Speaker
Daniel Groselj
Description
See the full Abstract at http://ocs.ciemat.es/EPS2018ABS/pdf/I1.J102.pdf
Characterization of kinetic Alfvén turbulence in fully kinetic simulations
D. Grošelj1 , A. Mallet2 , S. S. Cerri3 , A. Bañón Navarro1 , C. Willmott4 , D. Told1 ,
N. F. Loureiro4 , F. Califano5 , R. Samtaney6 , F. Jenko1
1 Max-Planck-Institut für Plasmaphysik, Garching, Germany
2 Space Science Center, University of New Hampshire, Durham, NH, USA
3 Department of Astrophysical Sciences, Princeton University, Princeton, NJ, USA
4 Plasma Science and Fusion Center, MIT, Cambridge, MA, USA
5 Physics Department “E. Fermi”, University of Pisa, Pisa, Italy
6 King Abdullah University of Science and Technology, Thuwal, Saudi Arabia
Several years of solar wind measurements have established the existence of a turbulent energy
cascade beyond the inertial range, at scales below the ion gyroradius, where collisionless dissi-
pation and dispersive wave physics come into play.
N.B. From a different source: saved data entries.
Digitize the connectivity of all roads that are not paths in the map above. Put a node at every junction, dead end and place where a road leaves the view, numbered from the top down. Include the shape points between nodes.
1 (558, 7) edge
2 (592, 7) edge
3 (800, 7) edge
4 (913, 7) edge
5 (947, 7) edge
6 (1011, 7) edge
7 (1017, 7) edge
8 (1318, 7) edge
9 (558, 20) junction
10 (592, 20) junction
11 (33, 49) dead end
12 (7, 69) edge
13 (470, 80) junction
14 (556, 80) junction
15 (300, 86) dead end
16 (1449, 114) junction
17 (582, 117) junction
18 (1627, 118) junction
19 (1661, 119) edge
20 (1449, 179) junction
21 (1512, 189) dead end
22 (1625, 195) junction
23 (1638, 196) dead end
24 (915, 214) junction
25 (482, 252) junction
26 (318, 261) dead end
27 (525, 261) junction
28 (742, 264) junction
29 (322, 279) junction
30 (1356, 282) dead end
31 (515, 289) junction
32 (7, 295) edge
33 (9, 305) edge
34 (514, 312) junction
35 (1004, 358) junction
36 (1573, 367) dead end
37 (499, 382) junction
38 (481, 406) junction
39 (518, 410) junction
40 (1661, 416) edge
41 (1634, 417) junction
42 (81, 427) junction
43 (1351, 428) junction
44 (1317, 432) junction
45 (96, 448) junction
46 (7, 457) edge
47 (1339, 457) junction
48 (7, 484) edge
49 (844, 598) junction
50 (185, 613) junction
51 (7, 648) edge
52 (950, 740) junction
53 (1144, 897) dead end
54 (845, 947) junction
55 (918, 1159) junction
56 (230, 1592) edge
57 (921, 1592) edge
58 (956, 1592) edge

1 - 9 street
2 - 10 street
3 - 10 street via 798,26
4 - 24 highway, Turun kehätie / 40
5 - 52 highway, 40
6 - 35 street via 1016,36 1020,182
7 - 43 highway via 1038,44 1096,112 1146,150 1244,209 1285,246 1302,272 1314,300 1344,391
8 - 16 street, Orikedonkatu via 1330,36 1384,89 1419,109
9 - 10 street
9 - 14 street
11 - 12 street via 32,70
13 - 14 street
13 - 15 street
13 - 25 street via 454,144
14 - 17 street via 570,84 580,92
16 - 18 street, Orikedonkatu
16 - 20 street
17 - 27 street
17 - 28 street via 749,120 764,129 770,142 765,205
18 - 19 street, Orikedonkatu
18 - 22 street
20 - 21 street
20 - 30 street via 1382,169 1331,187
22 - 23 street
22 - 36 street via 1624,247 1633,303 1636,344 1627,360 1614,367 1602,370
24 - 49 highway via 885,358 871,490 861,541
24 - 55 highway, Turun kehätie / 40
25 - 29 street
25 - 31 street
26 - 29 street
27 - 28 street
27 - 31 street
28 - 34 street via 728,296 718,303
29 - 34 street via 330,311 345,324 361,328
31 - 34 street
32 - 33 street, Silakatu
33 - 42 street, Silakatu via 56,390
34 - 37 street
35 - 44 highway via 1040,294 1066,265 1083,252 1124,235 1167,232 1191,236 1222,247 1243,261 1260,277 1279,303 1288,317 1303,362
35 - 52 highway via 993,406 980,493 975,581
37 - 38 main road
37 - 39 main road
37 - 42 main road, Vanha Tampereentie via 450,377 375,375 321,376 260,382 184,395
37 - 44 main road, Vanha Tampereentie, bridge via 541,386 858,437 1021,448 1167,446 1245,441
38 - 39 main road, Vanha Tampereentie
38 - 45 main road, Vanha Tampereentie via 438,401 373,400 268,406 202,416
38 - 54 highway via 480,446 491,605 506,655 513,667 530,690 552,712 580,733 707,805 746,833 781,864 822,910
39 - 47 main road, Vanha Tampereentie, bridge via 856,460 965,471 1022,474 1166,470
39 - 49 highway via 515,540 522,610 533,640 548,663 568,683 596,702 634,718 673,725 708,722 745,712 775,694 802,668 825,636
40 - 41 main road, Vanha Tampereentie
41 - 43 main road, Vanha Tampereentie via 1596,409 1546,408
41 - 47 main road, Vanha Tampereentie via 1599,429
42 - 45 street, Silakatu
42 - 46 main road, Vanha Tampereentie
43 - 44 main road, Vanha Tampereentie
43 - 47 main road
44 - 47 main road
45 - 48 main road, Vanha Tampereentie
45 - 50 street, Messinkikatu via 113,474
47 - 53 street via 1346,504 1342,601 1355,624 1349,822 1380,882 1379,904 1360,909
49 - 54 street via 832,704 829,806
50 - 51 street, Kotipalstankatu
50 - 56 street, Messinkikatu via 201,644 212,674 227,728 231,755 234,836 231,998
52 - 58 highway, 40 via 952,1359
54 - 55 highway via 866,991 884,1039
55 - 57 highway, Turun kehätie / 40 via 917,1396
The combined effort of observation, theory,
and simulation led to much progress on the topic in recent years. However, a firm understanding
of the kinetic range turbulence is still lacking.
Here we give an overview of recent results from fully kinetic simulations [1, 2], dedicated
to the study of kinetic-scale plasma turbulence in the solar wind. To elucidate the nature of the
turbulent cascade, we compare the fully kinetic results against reduced-kinetic simulations, and
against phenomenological models. The results are found to be largely consistent with theoretical
expectations for a kinetic Alfvén wave (KAW) cascade [3]. In particular, employing massively
parallel, 3D simulations with the OSIRIS code [4], we find spectral properties consistent with
linear predictions for KAWs and a scale-dependent anisotropy in broad agreement with so-
called critical balance. Furthermore, for a plasma beta of order unity, the kinetic-scale spectra
from 2D simulations are in excellent agreement with gyrokinetic results, where a KAW cascade
is a natural consequence of the model assumptions. We discuss the implications of our results
and touch upon the aspects presently outside the scope of the KAW turbulence phenomenology,
such as intermittency and the coupling to linear modes other than KAWs.
References
[1] D. Grošelj et al., Astrophys. J. 847, 28 (2017).
[2] D. Grošelj, A. Mallet, N. F. Loureiro, and F. Jenko, Phys. Rev. Lett. (2018), accepted.
[3] G. G. Howes et al., J. Geophys. Res. 113, A05103 (2008); A. A. Schekochihin et al., Astrophys. J. Suppl.
Ser. 182, 310 (2009); S. Boldyrev et al., Astrophys. J. 777, 41 (2013).
[4] R. A. Fonseca et al., Lecture Notes in Comput. Sci. 2331, 342 (2002).